Your objective:
Each record below needs to be reproduced precisely, though not its pictures.

========

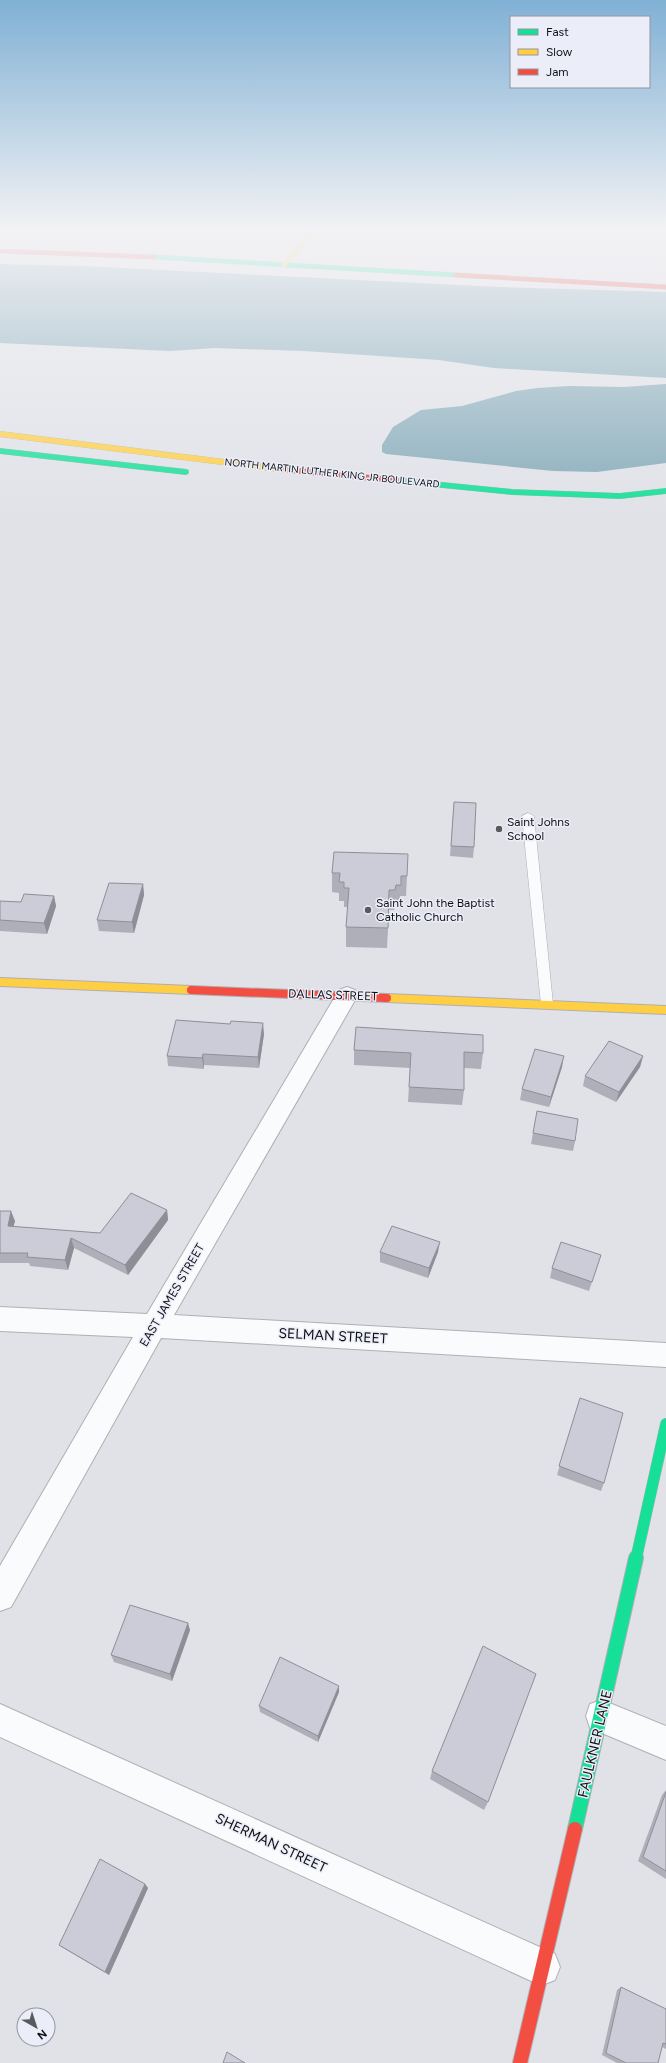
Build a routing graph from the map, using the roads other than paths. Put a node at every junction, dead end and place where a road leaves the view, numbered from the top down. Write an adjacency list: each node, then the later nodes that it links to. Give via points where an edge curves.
1 (0, 434): 4 (street, NORTH MARTIN LUTHER KING JR BOULEVARD, via 314,472 512,492 620,496)
2 (0, 451): 3 (street)
3 (197, 473)
4 (666, 491)
5 (528, 816): 8 (lane)
6 (0, 982): 7 (street, DALLAS STREET)
7 (347, 995): 8 (street, DALLAS STREET); 11 (street, EAST JAMES STREET)
8 (547, 1004): 9 (street, DALLAS STREET)
9 (666, 1010)
10 (0, 1319): 11 (street, SELMAN STREET)
11 (154, 1326): 12 (street, SELMAN STREET); 14 (street, EAST JAMES STREET)
12 (666, 1355)
13 (666, 1424): 15 (street, FAULKNER LANE)
14 (0, 1596)
15 (602, 1716): 17 (street); 18 (street, FAULKNER LANE)
16 (0, 1720): 18 (street, SHERMAN STREET)
17 (666, 1742)
18 (542, 1967): 19 (street, FAULKNER LANE)
19 (520, 2063)

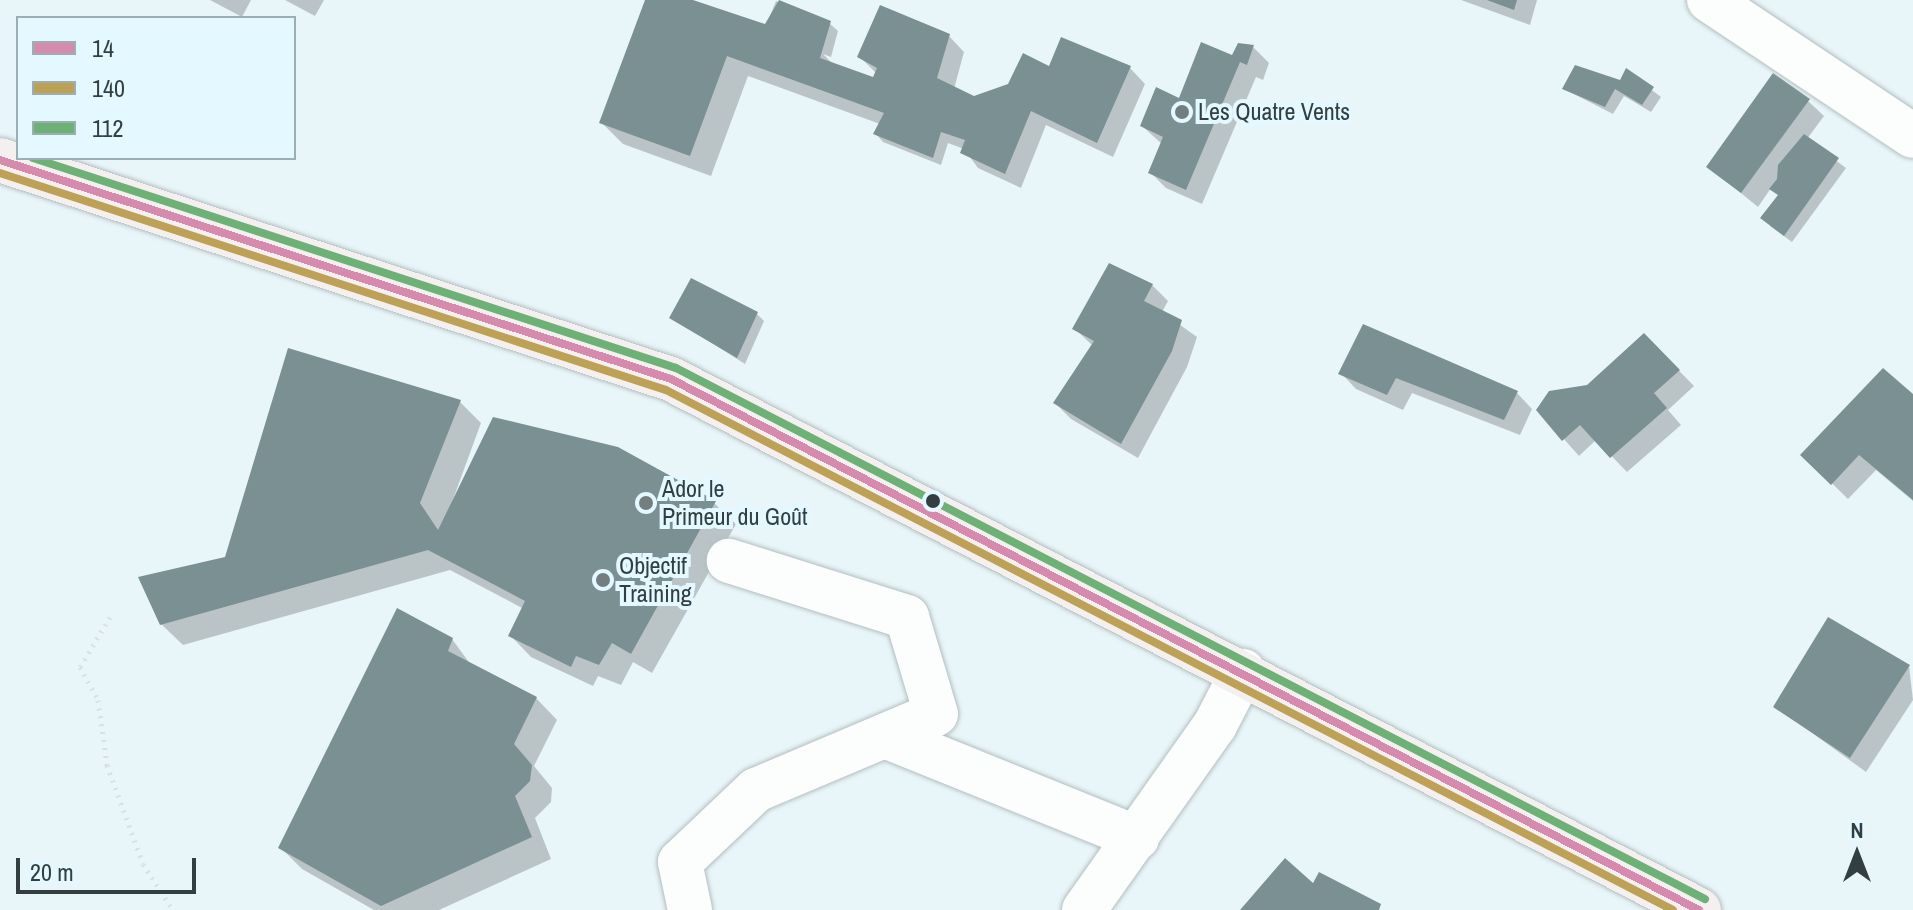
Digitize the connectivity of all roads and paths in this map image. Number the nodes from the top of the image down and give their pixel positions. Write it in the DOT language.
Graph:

========

Completed exercise:
Build a routing graph from the map, using the roads other than paths. Put a node at every junction, dead end and place where a road leaves the view, numbered from the top down. Write an adjacency list: each node, then the later nodes that it links to. Give via points where an edge curves.
1 (0, 434): 4 (street, NORTH MARTIN LUTHER KING JR BOULEVARD, via 314,472 512,492 620,496)
2 (0, 451): 3 (street)
3 (197, 473)
4 (666, 491)
5 (528, 816): 8 (lane)
6 (0, 982): 7 (street, DALLAS STREET)
7 (347, 995): 8 (street, DALLAS STREET); 11 (street, EAST JAMES STREET)
8 (547, 1004): 9 (street, DALLAS STREET)
9 (666, 1010)
10 (0, 1319): 11 (street, SELMAN STREET)
11 (154, 1326): 12 (street, SELMAN STREET); 14 (street, EAST JAMES STREET)
12 (666, 1355)
13 (666, 1424): 15 (street, FAULKNER LANE)
14 (0, 1596)
15 (602, 1716): 17 (street); 18 (street, FAULKNER LANE)
16 (0, 1720): 18 (street, SHERMAN STREET)
17 (666, 1742)
18 (542, 1967): 19 (street, FAULKNER LANE)
19 (520, 2063)

Digitize the connectivity of all roads and paths in this map image. Number the nodes from the top of the image down and give their pixel positions. Write it in the DOT language.
Graph:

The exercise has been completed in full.